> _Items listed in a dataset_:
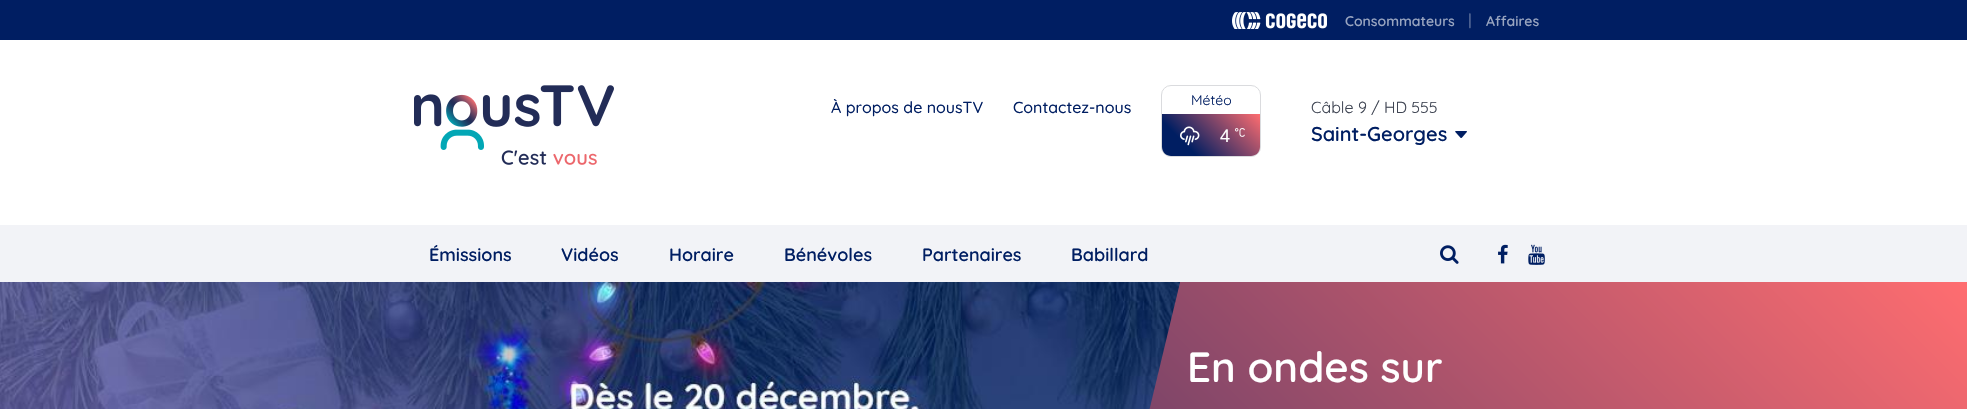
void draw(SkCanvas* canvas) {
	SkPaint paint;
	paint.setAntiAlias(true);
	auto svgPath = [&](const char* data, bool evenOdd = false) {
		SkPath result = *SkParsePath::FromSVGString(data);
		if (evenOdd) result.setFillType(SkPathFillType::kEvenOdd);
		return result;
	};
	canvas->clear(0xffffffff);
	paint.setColor(0xff001e62);
	canvas->drawRect(SkRect::MakeXYWH(0, 0, 1967, 40), paint);
	canvas->drawImageRect(SkImages::DeferredFromEncodedData(SkData::MakeFromFileName("img1.png")), SkRect::MakeXYWH(1232, 12, 95, 17), SkSamplingOptions());
	SkFont f1(fontMgr->matchFamilyStyle("Quicksand", SkFontStyle(600, SkFontStyle::kNormal_Width, SkFontStyle::kUpright_Slant)), 14);
	f1.setSubpixel(true);
	paint.setColor(0xff99a5c0);
	canvas->drawString("Consommateurs", 1345, 26, f1, paint);
	SkFont f2(fontMgr->matchFamilyStyle("Quicksand", SkFontStyle(600, SkFontStyle::kNormal_Width, SkFontStyle::kUpright_Slant)), 16);
	f2.setSubpixel(true);
	paint.setColor(0xff4d6291);
	canvas->drawString("|", 1468, 26, f2, paint);
	paint.setColor(0xff99a5c0);
	canvas->drawString("Affaires", 1486, 26, f1, paint);
	canvas->drawImageRect(SkImages::DeferredFromEncodedData(SkData::MakeFromFileName("img2.png")), SkRect::MakeXYWH(414, 85, 200, 80), SkSamplingOptions());
	SkFont f3(fontMgr->matchFamilyStyle("Quicksand", SkFontStyle(500, SkFontStyle::kNormal_Width, SkFontStyle::kUpright_Slant)), 16);
	f3.setSubpixel(true);
	paint.setColor(0xff001e62);
	canvas->drawString("À propos de nousTV", 831, 113, f3, paint);
	canvas->drawString("Contactez-nous", 1013, 113, f3, paint);
	paint.setStroke(true);
	paint.setStrokeWidth(1);
	paint.setColor(0xffdadbde);
	canvas->drawRoundRect(SkRect::MakeXYWH(1161.5, 85.5, 99, 71), 9.5, 9.5, paint);
	SkFont f4(fontMgr->matchFamilyStyle("Quicksand", SkFontStyle::Normal()), 14);
	f4.setSubpixel(true);
	paint.setStroke(false);
	paint.setColor(0xff001e62);
	canvas->drawString("Météo", 1191, 105, f4, paint);
	{
		const SkColor colors[] = {0xffff6d70, 0xff001e62, 0xff001e62};
		const float stops[] = {0, 0.75, 1};
		const SkPoint ends[] = {{1246, 100}, {1176, 170}};
		paint.setShader(SkGradientShader::MakeLinear(ends, colors, stops, 3, SkTileMode::kClamp));
		paint.setAlpha(255);
	}
	canvas->drawPath(svgPath("M1162 114H1260V147C1260 152 1256 156 1251 156H1171C1166 156 1162 152 1162 147Z"), paint);
	canvas->drawImageRect(SkImages::DeferredFromEncodedData(SkData::MakeFromFileName("img3.png")), SkRect::MakeXYWH(1180, 126, 20, 20), SkSamplingOptions());
	SkFont f5(fontMgr->matchFamilyStyle("Liberation Sans", SkFontStyle::Normal()), 18);
	f5.setSubpixel(true);
	paint.setShader(nullptr);
	paint.setColor(0xffffffff);
	canvas->drawString("4", 1220, 142, f5, paint);
	canvas->drawImageRect(SkImages::DeferredFromEncodedData(SkData::MakeFromFileName("img4.png")), SkRect::MakeXYWH(1235, 128, 10, 9), SkSamplingOptions());
	SkFont f6(fontMgr->matchFamilyStyle("Quicksand", SkFontStyle::Normal()), 16);
	f6.setSubpixel(true);
	paint.setColor(0xff3f4553);
	canvas->drawString("Câble 9 / HD 555", 1311, 113, f6, paint);
	canvas->drawImageRect(SkImages::DeferredFromEncodedData(SkData::MakeFromFileName("img5.png")), SkRect::MakeXYWH(1455, 131, 12, 7), SkSamplingOptions());
	SkFont f7(fontMgr->matchFamilyStyle("Quicksand", SkFontStyle(600, SkFontStyle::kNormal_Width, SkFontStyle::kUpright_Slant)), 20);
	f7.setSubpixel(true);
	paint.setColor(0xff001e62);
	canvas->drawString("Saint-Georges", 1311, 141, f7, paint);
	paint.setColor(0xfff2f3f7);
	canvas->drawRect(SkRect::MakeXYWH(0, 225, 1967, 57), paint);
	SkFont f8(fontMgr->matchFamilyStyle("Quicksand", SkFontStyle(600, SkFontStyle::kNormal_Width, SkFontStyle::kUpright_Slant)), 18);
	f8.setSubpixel(true);
	paint.setColor(0xff001e62);
	canvas->drawString("Émissions", 429, 261, f8, paint);
	canvas->drawString("Vidéos", 561, 261, f8, paint);
	canvas->drawString("Horaire", 669, 261, f8, paint);
	canvas->drawString("Bénévoles", 784, 261, f8, paint);
	canvas->drawString("Partenaires", 922, 261, f8, paint);
	canvas->drawString("Babillard", 1071, 261, f8, paint);
	canvas->drawImageRect(SkImages::DeferredFromEncodedData(SkData::MakeFromFileName("img6.png")), SkRect::MakeXYWH(1440, 245, 19, 19), SkSamplingOptions());
	canvas->drawImageRect(SkImages::DeferredFromEncodedData(SkData::MakeFromFileName("img7.png")), SkRect::MakeXYWH(1498, 244, 10, 20), SkSamplingOptions());
	canvas->drawImageRect(SkImages::DeferredFromEncodedData(SkData::MakeFromFileName("img8.png")), SkRect::MakeXYWH(1528, 244, 17, 21), SkSamplingOptions());
	{
		const SkColor colors[] = {0xffff6d70, 0xff001e62, 0xff001e62};
		const float stops[] = {0, 0.75, 1};
		const SkPoint ends[] = {{1610, -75}, {357, 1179}};
		paint.setShader(SkGradientShader::MakeLinear(ends, colors, stops, 3, SkTileMode::kClamp));
		paint.setAlpha(255);
	}
	canvas->drawRect(SkRect::MakeXYWH(1149, 282, 818, 127), paint);
	canvas->drawImageRect(SkImages::DeferredFromEncodedData(SkData::MakeFromFileName("img9.png")), SkRect::MakeXYWH(0, 282, 1180, 127), SkSamplingOptions());
	SkFont f9(fontMgr->matchFamilyStyle("Quicksand", SkFontStyle(600, SkFontStyle::kNormal_Width, SkFontStyle::kUpright_Slant)), 42);
	f9.setSubpixel(true);
	paint.setShader(nullptr);
	paint.setColor(0xffffffff);
	canvas->drawString("En ondes sur", 1187, 382, f9, paint);
}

> _PROBLEM_:
Please return exactly the lines that run from the line with "17, 21), SkSamplingOptions());" through the end of the records above, both included, and nothing more.

> _PROBLEM SOLUTION_:
	canvas->drawImageRect(SkImages::DeferredFromEncodedData(SkData::MakeFromFileName("img8.png")), SkRect::MakeXYWH(1528, 244, 17, 21), SkSamplingOptions());
	{
		const SkColor colors[] = {0xffff6d70, 0xff001e62, 0xff001e62};
		const float stops[] = {0, 0.75, 1};
		const SkPoint ends[] = {{1610, -75}, {357, 1179}};
		paint.setShader(SkGradientShader::MakeLinear(ends, colors, stops, 3, SkTileMode::kClamp));
		paint.setAlpha(255);
	}
	canvas->drawRect(SkRect::MakeXYWH(1149, 282, 818, 127), paint);
	canvas->drawImageRect(SkImages::DeferredFromEncodedData(SkData::MakeFromFileName("img9.png")), SkRect::MakeXYWH(0, 282, 1180, 127), SkSamplingOptions());
	SkFont f9(fontMgr->matchFamilyStyle("Quicksand", SkFontStyle(600, SkFontStyle::kNormal_Width, SkFontStyle::kUpright_Slant)), 42);
	f9.setSubpixel(true);
	paint.setShader(nullptr);
	paint.setColor(0xffffffff);
	canvas->drawString("En ondes sur", 1187, 382, f9, paint);
}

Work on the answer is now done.